• **HOW TO COMPLETE THIS TASK**:
Where the word "screen" occurs in a line of the listing, please copy the line.

• **DATA SUPPLIED**:

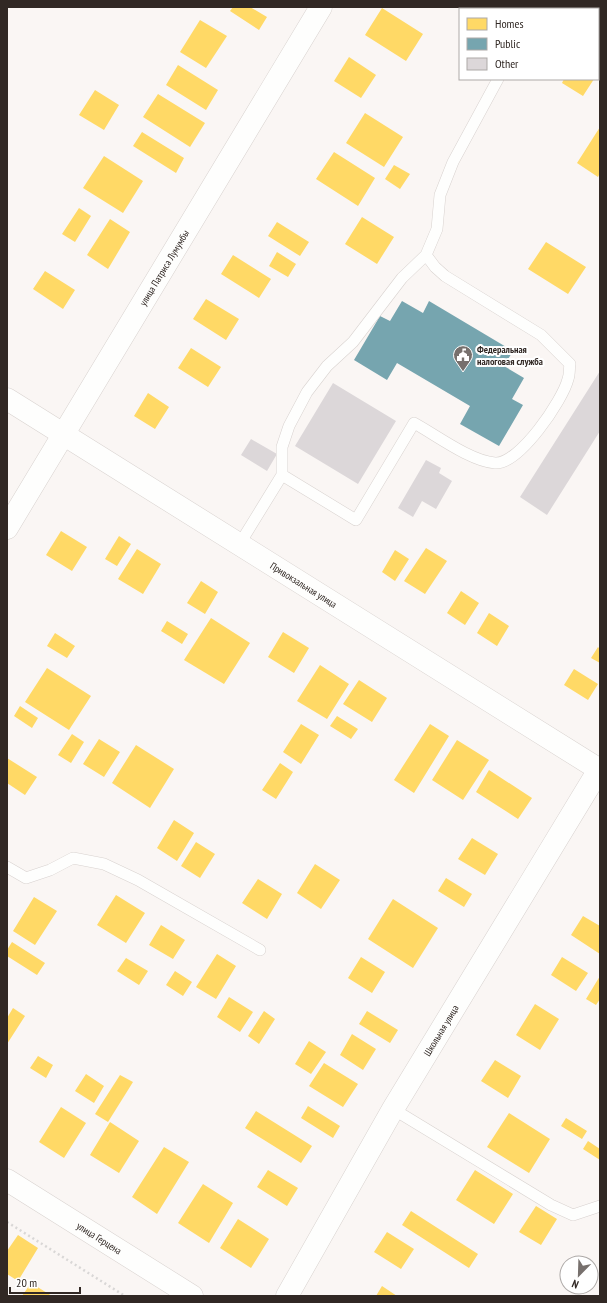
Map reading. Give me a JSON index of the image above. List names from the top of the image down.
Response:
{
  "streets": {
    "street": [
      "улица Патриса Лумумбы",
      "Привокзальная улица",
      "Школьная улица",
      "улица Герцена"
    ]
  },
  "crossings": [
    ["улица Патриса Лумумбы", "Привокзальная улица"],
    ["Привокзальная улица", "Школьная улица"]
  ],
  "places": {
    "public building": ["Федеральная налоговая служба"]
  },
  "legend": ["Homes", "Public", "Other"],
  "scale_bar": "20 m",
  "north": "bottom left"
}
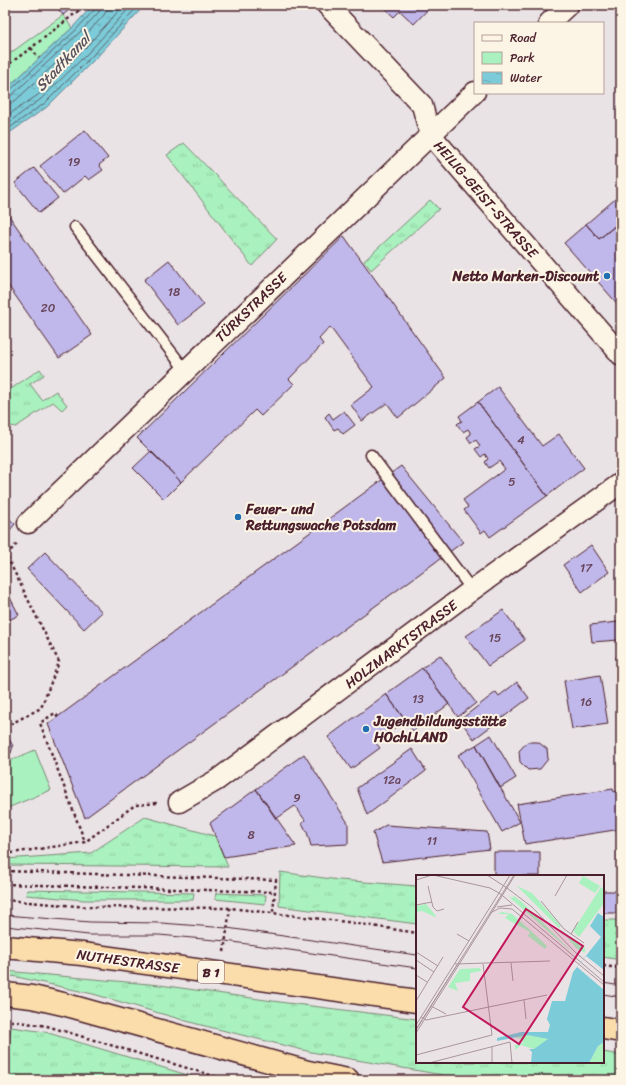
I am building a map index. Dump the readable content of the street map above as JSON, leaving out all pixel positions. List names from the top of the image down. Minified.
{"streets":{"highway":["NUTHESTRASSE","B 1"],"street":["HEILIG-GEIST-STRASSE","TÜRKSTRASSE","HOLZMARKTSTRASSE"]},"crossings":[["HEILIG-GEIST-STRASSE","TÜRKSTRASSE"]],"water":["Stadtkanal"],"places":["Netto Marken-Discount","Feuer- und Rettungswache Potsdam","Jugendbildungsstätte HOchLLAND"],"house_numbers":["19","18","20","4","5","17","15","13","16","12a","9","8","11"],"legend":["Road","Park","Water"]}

---

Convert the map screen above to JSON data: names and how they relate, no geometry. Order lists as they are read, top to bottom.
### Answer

==

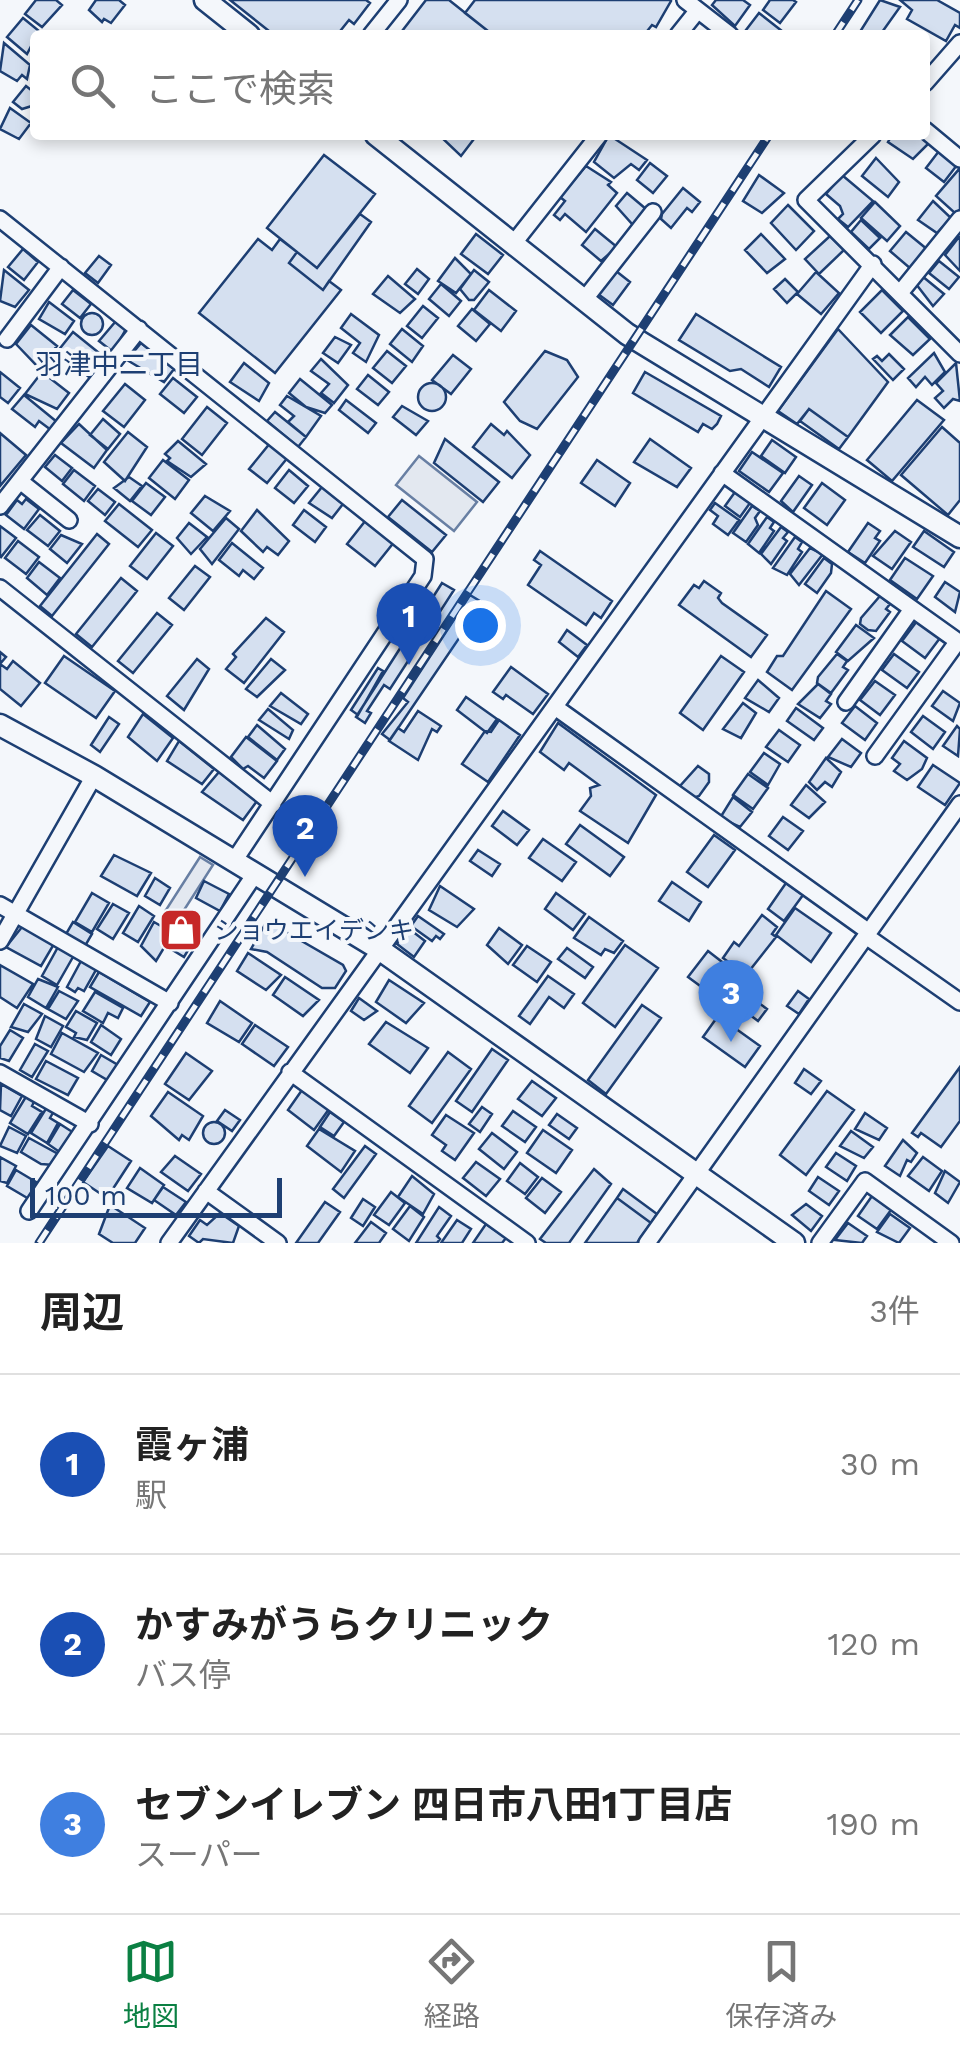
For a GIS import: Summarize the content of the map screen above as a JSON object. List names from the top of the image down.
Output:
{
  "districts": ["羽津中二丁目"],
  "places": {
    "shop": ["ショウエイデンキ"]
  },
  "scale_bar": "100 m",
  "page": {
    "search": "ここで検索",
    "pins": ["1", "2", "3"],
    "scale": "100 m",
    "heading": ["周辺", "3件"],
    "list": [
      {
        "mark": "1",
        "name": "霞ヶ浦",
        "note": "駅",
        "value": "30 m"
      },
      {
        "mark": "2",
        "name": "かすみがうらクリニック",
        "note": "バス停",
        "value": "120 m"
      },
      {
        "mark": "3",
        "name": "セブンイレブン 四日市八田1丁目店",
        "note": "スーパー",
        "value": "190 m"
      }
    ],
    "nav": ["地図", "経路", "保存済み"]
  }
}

• **EXPECTED ANSWER**:
Convert the map screen above to JSON data: names and how they relate, no geometry. Order lists as they are read, top to bottom.
For a GIS import: Summarize the content of the map screen above as a JSON object. List names from the top of the image down.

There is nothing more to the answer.